The injury element is presumed when “the defamatory statement takes the form of slander per se,” which may include statements that tend to injure the plaintiff in his or her trade, business or profession being slanderous per se. Albert v. Loksen, 239 F.3rd 256, 271 (2d Cir).
In disclosing the termination of an employee, New York law provides a qualified privilege to be available to a defendant when “a communication is made by a person with an interest or duty to make the communication and sent to a person with a corresponding interest or duty. Weldy v. Piedmont Airlines, Inc. 985.F.2d 57, 62-63, as 62, 61 (2d Cir. 1993). Further, a claimant (such as an employee) may rebut the defendant’s assertion of a qualified privilege by proving that a defendant (such as an employer) made the statement knowing that it was false or with reckless disregard as to its truth. Weldy, 985 F.2d at 62 (stating that
“[a] plaintiff may demonstrate abuse of the privilege by proving that the defendant acted (1) with common law malice.or (2) outside the scope of the privilege.or (3) with that the statement was false or with a reckless disregard as to its truth.”

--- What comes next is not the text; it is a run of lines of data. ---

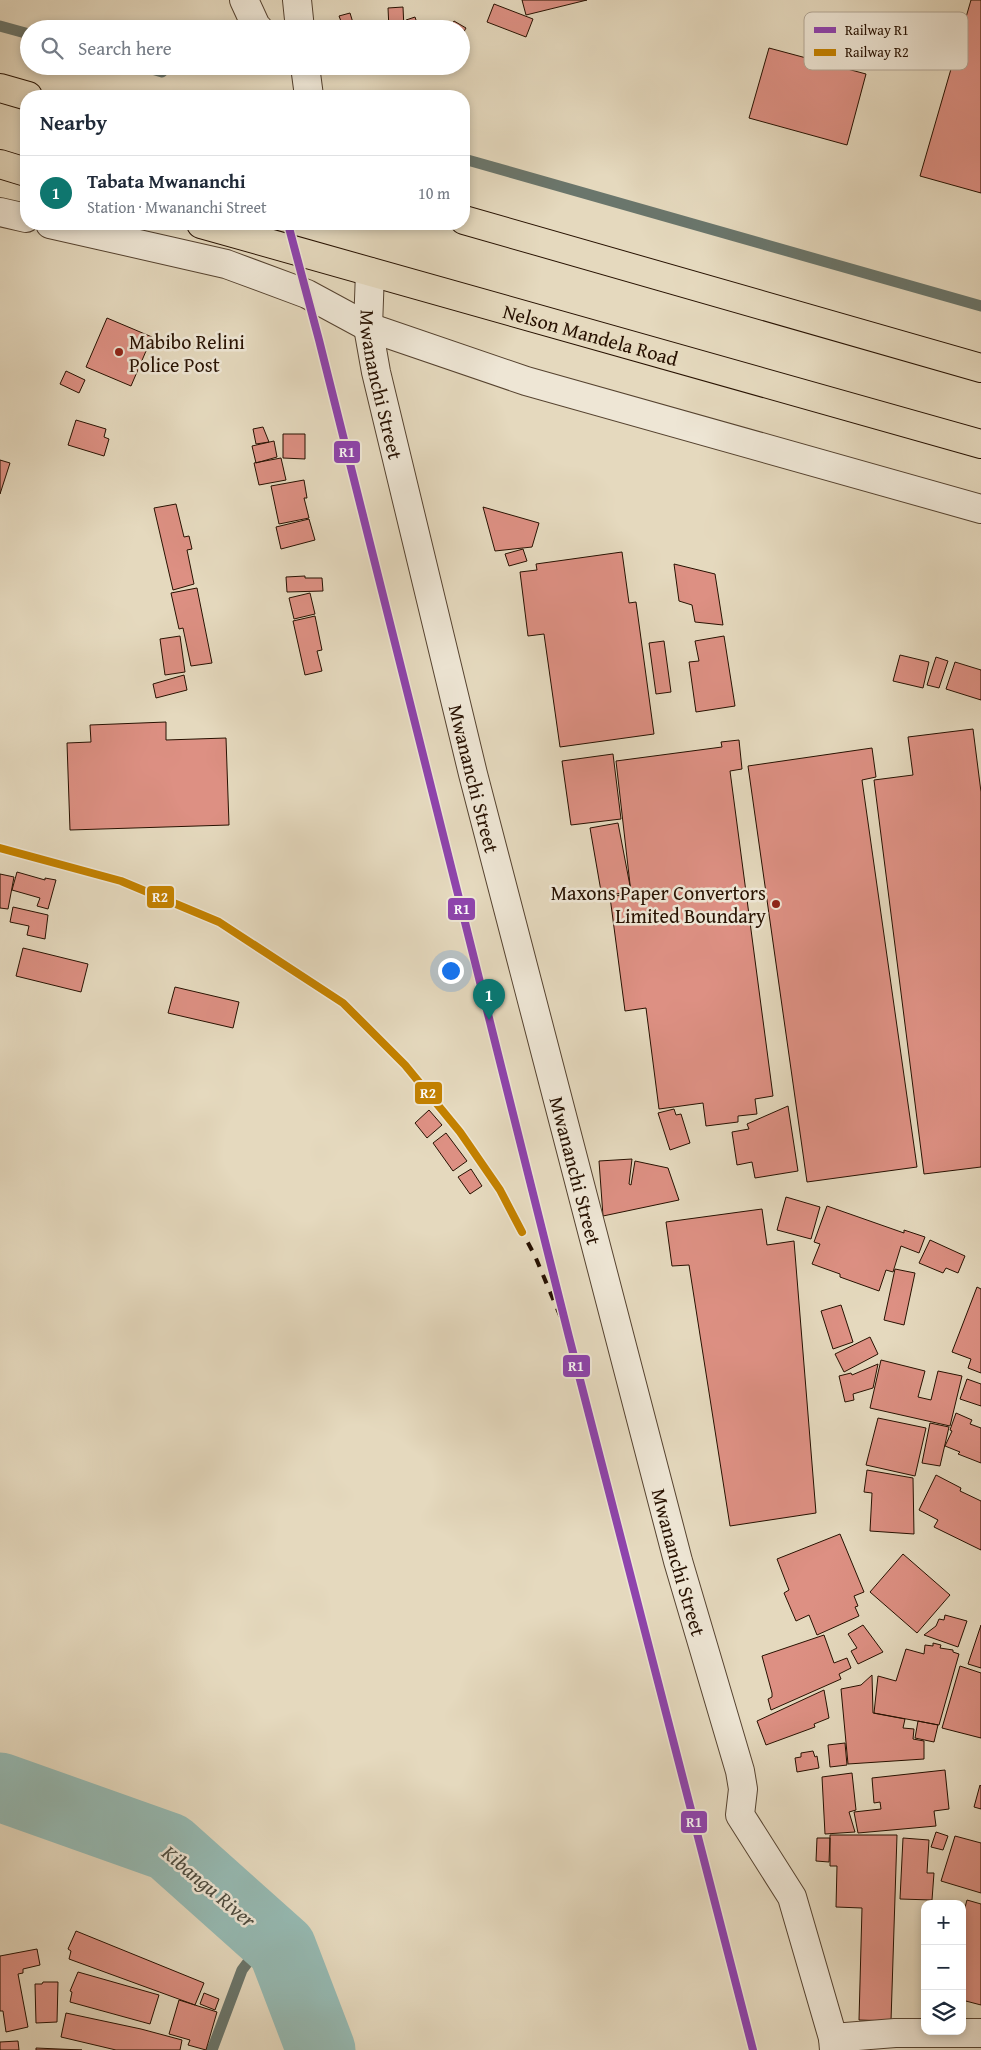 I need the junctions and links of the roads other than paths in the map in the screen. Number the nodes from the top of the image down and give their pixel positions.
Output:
1 (244, 0) edge
2 (297, 0) edge
3 (253, 20) edge
4 (299, 20) edge
5 (306, 75) edge
6 (0, 88) edge
7 (308, 90) edge
8 (20, 94) edge
9 (0, 164) edge
10 (20, 170) edge
11 (0, 212) edge
12 (20, 217) edge
13 (470, 222) edge
14 (76, 230) edge
15 (222, 230) edge
16 (370, 272) junction
17 (368, 327) junction
18 (981, 368) edge
19 (981, 444) edge
20 (981, 509) edge
21 (981, 2033) edge
22 (834, 2044) edge

1 - 3 street
2 - 4 street
5 - 7 street
6 - 8 main road
9 - 10 main road
11 - 12 street
13 - 18 main road
14 - 17 street
15 - 16 main road, Nelson Mandela Road
16 - 17 street, Mwananchi Street
16 - 19 main road, Nelson Mandela Road
17 - 20 street
17 - 22 street, Mwananchi Street
21 - 22 street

Impact of Slander Principles on HR Outsourcing.
The significance of such employment law requirements for HR outsourcing is clear.
Employers and HR outsourcing service companies that engage in actions that, if they had been done by the employer would give rise to the liability of the employer, can be protected by compliance procedures. The HR service provider therefore should be fully familiar with the legal requirements for accordance of liability in connection with the employment transactions that it manages or administers.
At the same time, the employer is liable directly for such errors, the employer should maintain, as part of its retained team, compliance process managers familiar with applicable conditions.
The HR Outsourcing Contract.
The employer and HR outsourcing services provider must come to prior agreement that anticipates such litigation situations. The HRO agreement should alleviate risks relating to the liability of the parties arising out of the different threads of the employment relationship.